Transforming Five Economic Development Marketing Tactics from “Blah” to “Ah-Hah”
June 27, 2014
by Jordan Robinson
Looking for new business leads? Look no further than the site selection community—who have become supporters and valuable resources for economic developers looking to expand their project pipeline. So how can economic development professionals get on a site selector’s radar?
Instead of sticking to the status quo, economic development professionals need to find out how they can stand out by being useful and relevant. Being a “Youtility,” or resource, to site consultants resonated as a major theme in Consultant Connect’s recent webinar, where four national site selectors discussed best practices and pet peeves in economic development marketing.

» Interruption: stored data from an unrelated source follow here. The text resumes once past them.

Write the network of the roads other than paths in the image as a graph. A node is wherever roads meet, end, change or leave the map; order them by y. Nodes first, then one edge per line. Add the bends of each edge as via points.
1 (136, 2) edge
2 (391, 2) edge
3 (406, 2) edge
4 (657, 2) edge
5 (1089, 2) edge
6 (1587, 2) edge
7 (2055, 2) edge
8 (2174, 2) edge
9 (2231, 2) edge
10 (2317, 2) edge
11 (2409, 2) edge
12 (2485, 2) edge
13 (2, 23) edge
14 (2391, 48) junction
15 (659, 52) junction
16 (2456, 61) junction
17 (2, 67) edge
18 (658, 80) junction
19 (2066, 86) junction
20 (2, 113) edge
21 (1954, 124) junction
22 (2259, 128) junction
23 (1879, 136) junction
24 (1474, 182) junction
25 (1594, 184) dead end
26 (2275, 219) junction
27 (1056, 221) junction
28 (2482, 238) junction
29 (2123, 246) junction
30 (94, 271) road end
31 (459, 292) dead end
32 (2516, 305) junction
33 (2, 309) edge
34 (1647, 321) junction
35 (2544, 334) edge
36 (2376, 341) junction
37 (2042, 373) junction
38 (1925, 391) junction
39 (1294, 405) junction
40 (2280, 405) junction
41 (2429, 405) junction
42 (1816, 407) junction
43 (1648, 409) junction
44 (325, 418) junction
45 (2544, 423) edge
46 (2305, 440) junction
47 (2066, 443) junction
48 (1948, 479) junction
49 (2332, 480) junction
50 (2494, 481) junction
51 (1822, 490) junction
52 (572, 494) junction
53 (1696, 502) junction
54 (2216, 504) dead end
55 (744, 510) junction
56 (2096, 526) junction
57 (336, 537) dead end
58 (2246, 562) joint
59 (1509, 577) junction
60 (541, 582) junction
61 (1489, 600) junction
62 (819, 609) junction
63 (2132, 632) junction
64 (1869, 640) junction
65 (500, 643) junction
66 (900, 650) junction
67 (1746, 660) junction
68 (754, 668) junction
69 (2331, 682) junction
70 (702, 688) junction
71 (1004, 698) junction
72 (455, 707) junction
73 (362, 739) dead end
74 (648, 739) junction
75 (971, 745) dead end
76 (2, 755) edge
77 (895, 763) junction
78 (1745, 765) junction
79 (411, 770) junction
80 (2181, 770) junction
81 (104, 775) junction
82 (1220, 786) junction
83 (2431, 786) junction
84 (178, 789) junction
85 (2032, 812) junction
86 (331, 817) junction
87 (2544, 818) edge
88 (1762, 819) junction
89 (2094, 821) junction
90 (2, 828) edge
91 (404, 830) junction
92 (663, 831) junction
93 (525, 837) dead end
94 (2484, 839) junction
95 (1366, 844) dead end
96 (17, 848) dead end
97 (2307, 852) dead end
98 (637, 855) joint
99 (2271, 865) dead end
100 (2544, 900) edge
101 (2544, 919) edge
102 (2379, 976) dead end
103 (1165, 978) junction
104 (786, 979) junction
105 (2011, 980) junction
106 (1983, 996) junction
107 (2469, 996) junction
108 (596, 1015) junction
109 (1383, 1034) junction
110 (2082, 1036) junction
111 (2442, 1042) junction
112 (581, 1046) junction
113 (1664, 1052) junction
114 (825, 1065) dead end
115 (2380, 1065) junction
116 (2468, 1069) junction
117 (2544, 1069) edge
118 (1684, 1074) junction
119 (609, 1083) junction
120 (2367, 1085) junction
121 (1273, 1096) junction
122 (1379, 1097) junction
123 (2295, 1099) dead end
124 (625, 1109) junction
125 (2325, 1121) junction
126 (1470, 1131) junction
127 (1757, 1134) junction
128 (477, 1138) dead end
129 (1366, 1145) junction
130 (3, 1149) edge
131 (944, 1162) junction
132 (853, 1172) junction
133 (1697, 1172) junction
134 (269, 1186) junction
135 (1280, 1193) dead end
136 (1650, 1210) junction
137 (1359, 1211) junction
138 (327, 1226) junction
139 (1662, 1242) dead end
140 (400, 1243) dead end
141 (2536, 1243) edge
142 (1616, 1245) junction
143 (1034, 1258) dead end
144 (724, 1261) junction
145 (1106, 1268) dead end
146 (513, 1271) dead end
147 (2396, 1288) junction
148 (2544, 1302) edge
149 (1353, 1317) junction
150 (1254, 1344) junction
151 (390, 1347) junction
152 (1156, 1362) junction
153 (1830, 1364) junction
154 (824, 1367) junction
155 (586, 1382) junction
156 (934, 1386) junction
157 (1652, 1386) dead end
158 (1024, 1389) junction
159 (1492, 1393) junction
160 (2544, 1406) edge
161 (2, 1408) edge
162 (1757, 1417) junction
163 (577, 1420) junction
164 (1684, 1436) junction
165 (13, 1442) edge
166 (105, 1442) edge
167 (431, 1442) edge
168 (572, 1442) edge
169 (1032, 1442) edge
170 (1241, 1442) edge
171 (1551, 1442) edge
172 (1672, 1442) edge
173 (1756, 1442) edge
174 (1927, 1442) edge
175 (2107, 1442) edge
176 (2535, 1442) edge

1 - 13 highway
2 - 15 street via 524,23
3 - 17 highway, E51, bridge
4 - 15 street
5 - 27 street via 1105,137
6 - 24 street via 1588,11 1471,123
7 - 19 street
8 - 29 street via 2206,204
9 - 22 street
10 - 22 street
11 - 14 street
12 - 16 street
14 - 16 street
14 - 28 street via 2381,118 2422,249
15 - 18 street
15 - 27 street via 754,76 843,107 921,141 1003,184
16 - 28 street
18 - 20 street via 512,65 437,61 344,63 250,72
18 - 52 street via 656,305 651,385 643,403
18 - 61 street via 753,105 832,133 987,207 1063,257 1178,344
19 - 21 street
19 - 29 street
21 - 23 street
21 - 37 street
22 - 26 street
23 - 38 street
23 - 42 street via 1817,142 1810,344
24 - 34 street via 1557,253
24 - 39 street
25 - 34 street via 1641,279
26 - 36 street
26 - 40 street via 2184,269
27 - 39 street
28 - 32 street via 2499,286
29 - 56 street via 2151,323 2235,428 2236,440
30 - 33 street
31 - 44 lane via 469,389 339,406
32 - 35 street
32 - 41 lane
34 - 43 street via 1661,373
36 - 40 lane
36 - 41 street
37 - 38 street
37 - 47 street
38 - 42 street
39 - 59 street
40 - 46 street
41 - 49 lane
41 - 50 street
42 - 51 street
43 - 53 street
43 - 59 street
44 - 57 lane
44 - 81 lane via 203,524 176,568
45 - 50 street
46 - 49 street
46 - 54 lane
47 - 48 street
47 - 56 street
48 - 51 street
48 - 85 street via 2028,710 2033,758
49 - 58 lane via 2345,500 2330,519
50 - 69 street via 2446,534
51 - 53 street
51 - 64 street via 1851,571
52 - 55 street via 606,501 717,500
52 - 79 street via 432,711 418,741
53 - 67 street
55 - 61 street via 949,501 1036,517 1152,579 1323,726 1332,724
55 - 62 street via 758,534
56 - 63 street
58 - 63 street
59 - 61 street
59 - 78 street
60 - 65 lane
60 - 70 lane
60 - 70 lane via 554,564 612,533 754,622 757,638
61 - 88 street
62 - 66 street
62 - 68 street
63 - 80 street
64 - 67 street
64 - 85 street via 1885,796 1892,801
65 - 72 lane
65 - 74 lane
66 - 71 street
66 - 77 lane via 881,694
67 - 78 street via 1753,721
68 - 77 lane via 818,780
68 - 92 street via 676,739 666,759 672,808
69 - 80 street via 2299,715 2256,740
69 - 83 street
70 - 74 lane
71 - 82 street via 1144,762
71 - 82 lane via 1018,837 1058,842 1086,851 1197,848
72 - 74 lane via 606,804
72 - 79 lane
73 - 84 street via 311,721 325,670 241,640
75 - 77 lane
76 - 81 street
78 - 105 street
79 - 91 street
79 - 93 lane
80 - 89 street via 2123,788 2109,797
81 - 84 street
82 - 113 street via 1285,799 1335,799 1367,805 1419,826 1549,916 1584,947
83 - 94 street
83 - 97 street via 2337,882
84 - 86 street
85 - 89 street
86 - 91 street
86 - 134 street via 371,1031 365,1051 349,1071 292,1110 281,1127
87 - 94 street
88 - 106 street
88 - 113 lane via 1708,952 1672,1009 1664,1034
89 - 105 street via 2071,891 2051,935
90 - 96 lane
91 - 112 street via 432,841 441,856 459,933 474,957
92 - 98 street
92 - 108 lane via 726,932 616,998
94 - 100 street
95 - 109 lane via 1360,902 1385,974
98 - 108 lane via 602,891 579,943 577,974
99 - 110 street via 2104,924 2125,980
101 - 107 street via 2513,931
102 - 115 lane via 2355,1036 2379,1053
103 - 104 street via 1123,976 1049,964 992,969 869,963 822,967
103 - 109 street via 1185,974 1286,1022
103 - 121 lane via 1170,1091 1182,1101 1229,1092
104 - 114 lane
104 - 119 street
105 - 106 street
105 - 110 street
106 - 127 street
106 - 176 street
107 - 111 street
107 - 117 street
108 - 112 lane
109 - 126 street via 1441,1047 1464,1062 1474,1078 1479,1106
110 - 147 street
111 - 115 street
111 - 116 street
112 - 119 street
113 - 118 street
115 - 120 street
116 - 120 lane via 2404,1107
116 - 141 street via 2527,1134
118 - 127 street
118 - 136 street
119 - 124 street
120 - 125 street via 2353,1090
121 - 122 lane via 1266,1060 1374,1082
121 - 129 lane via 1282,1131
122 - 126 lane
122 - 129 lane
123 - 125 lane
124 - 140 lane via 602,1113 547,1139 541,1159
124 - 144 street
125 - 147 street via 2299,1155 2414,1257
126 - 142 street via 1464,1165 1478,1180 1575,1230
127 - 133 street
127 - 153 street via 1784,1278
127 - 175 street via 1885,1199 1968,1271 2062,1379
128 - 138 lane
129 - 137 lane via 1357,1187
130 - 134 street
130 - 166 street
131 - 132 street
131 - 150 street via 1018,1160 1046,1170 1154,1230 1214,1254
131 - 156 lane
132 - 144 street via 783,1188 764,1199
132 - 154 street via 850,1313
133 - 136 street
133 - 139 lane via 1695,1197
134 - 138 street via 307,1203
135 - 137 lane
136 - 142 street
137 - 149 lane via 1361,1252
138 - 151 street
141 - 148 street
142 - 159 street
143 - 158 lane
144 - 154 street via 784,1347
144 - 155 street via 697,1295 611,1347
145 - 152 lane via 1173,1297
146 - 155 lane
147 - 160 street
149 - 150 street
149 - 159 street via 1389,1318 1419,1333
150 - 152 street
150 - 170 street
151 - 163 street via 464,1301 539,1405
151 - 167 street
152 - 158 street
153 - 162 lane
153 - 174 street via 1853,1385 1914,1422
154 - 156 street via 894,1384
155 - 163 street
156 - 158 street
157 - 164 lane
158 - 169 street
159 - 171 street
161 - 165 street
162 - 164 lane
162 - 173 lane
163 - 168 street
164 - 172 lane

Those that weighed in on the discussion included Don Schjeldahl, Ginovus’ Larry Gigerich, Site Selection Group’s David Brandon and Mohr Partners’ Jim Robey.
Below are five marketing tactics that were discussed during the webinar, and examples of how to keep a community’s profile top-of-mind by going from “blah” to “ah-hah!”
1. Face-to-Face Meetings
According to DCI’s 2011 Winning Strategies report, site selectors prefer face-to-face meetings because they lead to higher quality decision making, put a face with a name and aid in building trust.
Blah: A two hour meeting with four of your economic development colleagues and one site selector.
Ah-hah: Meeting with one to two economic development colleagues and one site selector for 30 minutes to an hour, discussing critical issues such as a community’s unique accomplishments, changes in legislation, tax laws and incentives, major developments and what’s going on to address challenges.
2. FAM Tours
FAM tours, or familiarization tours, are a great way for site selectors to gain invaluable knowledge of a region by seeing its business assets first-hand.
Blah: A four-day FAM tour, jam-packed with recreational activities.
Ah-hah: A one to two-day trip, with plenty of quality discussion with major employers, frequent breaks for consultants to check emails, and a special event that relates to the site consultant’s industry targets.
Although advertising was ranked lower (16 percent) on the spectrum of preferred marketing tactics in DCI’s 2011 Winning Strategies report, some economic development agencies have stepped up their game by using this tactic in low-cost, creative ways to catch the attention of site selectors. Andas the digital world continues to evolve, economic development agencies are finding that using paid search advertising is helping their community’s messages spread to targeted audiences.
Blah: An ad that shouts “Do business here!” with no specific reason why.
Ah-hah: An ad focusing on a specific issue, change or improvement, may get your community noticed—if done well. For example, focusing on growth in a specific segment or long-term workforce retention is more interesting to a site selector than a general advertising message.
Whether it’s a print distribution, a direct mailing or an e-newsletter,sharing good news about your community can be a great way for site selectors to gain a positive perception of your region.
Blah: Sending out an e-newsletter to site selectors focusing on an array of different industries, from bioscience to food manufacturing.
Ah-hah: Tailoring an e-newsletter to a select group of site selectors that focuses on their individual industry targets. The more personal and relevant it is to them, the higher chance they will keep looking for your e-newsletter in their inbox.
Having an online presence is an economic development agency’s calling card, and many times it’s a first impression of your community’s business assets.
Blah: A website with scattered navigation, a council meeting agenda dating back to the previous month, five pages on community attractions, and a call-to-action to email email@example.com.
A-hah: A website that’s constantly updated, with easy navigation, interesting visuals and specific information on industries, which also calls out specific contacts to email and call (i.e. contacts for property taxes and gas electricity and costs). Although having plenty of data is good too, site consultants are often “data geeks” and don’t necessarily judge a community by it. If you’re looking for economic development website inspiration, look to these three organizations that were called out as great examples from the site selector panelists: Economic Development Corporation Utah, Greater Phoenix Economic Council and Tennessee Valley Economic Development.